Press release: International chess Grandmaster Robert Fontaine has joined Agon Limited, the rights holder to the World Chess Championship cycle, as chief of staff to founder and chief executive Andrew Paulson.
Mr Fontaine, the six-times under-20 youth champion for France, becomes a principal aide as Mr Paulson implements his strategy to organise and commercialise the ongoing World Chess Championship cycles, starting with the opening Grand Prix for the 2012/2013 cycle at Simpson’s-in-the-Strand in London in September.
Mr Fontaine has won a number of international tournaments over his playing career, including Las Vegas in 2006, Stockholm in 2007 and Paleohora in 2009. He became a Grandmaster in 2002 and a member of the Olympiad chess team in 2004.
He is also known as a presenter for Europe-Echecs, where he interviewed champion players and politicians for video reportage on the world’s leading chess events.
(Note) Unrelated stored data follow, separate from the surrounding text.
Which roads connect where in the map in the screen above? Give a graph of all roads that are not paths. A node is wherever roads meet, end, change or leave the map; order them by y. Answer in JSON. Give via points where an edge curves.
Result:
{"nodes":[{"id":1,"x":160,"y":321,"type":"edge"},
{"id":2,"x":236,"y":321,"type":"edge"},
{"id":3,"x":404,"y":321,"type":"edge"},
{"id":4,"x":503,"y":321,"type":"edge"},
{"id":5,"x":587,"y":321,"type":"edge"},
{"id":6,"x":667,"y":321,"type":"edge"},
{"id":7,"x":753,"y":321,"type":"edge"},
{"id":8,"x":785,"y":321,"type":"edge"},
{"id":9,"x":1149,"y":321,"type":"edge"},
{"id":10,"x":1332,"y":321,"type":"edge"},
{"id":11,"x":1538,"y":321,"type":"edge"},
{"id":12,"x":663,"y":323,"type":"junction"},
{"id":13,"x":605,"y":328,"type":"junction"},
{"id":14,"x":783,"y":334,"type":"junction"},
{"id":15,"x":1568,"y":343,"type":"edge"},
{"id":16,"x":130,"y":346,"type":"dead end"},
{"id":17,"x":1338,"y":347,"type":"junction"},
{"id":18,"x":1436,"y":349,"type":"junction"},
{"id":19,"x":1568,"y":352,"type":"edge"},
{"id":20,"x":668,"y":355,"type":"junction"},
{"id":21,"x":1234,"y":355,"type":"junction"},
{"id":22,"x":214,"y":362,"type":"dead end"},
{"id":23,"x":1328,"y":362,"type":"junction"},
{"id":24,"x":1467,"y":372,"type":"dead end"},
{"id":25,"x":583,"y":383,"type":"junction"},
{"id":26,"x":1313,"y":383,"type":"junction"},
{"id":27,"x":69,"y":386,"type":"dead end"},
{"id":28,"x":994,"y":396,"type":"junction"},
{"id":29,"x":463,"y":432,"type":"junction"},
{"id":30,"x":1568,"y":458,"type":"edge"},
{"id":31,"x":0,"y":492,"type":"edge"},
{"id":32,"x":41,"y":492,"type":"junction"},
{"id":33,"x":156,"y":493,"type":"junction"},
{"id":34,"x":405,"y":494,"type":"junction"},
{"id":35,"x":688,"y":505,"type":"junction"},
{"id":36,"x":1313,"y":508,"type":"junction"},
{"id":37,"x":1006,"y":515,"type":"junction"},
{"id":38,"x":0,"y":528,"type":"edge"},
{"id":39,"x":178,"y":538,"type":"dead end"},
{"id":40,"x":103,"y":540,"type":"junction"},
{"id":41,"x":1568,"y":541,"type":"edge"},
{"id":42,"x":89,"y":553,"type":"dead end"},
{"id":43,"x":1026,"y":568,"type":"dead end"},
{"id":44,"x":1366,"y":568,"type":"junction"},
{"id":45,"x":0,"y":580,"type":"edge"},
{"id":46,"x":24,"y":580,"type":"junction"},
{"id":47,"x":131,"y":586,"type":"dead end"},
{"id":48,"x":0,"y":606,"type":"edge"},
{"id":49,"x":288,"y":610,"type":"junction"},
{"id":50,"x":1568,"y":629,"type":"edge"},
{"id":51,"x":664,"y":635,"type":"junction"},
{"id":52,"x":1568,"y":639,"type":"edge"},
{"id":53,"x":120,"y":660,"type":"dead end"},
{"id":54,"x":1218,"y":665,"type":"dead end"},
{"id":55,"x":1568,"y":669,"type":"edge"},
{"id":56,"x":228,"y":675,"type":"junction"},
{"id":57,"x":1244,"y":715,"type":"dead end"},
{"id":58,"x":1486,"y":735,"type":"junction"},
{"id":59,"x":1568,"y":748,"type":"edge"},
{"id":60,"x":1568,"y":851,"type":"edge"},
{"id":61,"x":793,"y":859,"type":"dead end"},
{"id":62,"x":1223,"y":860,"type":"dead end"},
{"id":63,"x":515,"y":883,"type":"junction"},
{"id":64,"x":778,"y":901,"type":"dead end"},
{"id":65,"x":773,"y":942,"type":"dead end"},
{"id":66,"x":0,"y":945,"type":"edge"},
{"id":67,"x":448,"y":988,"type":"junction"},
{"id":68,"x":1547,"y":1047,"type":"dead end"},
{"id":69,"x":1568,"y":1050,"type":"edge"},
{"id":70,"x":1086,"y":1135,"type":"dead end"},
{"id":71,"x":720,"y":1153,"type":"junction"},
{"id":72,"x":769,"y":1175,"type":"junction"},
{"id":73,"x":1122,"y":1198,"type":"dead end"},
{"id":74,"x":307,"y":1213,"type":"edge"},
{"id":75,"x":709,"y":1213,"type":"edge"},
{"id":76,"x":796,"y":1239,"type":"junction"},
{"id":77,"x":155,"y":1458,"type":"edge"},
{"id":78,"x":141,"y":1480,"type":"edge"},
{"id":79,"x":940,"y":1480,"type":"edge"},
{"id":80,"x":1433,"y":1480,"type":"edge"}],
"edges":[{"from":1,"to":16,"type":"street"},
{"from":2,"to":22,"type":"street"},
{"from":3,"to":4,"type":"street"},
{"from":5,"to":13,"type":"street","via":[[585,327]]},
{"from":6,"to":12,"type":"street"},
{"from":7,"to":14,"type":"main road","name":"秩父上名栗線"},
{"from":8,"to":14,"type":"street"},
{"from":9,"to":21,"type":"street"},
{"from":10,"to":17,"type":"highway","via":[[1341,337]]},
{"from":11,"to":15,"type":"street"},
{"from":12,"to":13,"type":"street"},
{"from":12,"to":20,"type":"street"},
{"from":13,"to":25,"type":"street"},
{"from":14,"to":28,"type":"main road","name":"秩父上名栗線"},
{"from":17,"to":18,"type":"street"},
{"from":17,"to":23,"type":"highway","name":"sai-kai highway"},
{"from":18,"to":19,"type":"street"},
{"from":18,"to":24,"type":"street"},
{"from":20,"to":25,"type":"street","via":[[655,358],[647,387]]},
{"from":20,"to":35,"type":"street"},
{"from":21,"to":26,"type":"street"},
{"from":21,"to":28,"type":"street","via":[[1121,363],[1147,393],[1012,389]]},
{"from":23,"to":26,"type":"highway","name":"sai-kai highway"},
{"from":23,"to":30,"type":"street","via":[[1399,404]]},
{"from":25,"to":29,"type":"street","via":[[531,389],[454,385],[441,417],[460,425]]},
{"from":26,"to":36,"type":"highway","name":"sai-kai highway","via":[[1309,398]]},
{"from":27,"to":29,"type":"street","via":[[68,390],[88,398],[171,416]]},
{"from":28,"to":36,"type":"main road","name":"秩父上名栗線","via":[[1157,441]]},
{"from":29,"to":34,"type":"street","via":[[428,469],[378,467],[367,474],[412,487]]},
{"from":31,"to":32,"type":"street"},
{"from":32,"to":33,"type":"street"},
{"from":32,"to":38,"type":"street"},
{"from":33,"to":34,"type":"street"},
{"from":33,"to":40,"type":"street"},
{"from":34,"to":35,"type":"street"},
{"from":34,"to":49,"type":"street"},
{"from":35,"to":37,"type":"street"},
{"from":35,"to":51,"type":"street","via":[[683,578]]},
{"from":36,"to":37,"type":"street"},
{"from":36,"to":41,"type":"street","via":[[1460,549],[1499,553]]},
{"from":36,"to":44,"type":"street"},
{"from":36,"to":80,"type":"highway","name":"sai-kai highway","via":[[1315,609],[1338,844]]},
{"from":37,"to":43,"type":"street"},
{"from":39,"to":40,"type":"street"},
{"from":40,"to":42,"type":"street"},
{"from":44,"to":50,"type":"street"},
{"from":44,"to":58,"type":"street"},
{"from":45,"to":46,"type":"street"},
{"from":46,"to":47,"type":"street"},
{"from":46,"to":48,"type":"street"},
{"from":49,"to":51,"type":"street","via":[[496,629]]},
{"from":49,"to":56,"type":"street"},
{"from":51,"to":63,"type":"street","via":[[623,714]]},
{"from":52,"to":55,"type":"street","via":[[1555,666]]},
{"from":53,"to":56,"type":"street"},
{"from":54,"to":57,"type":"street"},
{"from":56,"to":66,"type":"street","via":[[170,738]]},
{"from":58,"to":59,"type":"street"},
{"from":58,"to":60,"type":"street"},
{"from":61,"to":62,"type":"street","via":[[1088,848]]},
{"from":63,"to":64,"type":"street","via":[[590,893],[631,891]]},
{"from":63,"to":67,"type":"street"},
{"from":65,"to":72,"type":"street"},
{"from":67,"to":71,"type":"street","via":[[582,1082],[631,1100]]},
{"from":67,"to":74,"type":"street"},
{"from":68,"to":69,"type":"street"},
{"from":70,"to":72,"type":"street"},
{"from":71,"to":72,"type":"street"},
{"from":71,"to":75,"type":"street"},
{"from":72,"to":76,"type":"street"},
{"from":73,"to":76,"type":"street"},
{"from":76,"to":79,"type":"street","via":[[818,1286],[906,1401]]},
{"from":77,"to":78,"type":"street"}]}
Mr Fontaine said: “I heard about Andrew’s plans to restore chess to its rightful place as a leading global entertainment form, and was extremely interested to see how I could bring my experience to help him realise his ambitions. What Andrew is proposing can only benefit the international chess community through raising the profile of the game and opening up chess to a new generation of players.”
Mr Paulson, the chief executive of Agon, said: “Robert is incredibly well-connected in the chess world, and his experience of interviewing top-ranking Grandmasters and his deep understanding of the complexities of the game will be invaluable as we build up to the start of the next iteration of the world’s most compelling sport.”
On semi-retiring from competitive chess in 2005, Mr Fontaine became a professional chess coach as managing director of the chess club Cannes-Echecs, where he managed a team of ten teaching chess in schools to 4,500 children.
He also introduced chess to the employees of French electricity and gas companies by working with CCAS, the energy industry social fund, to help co-ordinate a scheme that has taught chess to 45,000 people since 2007.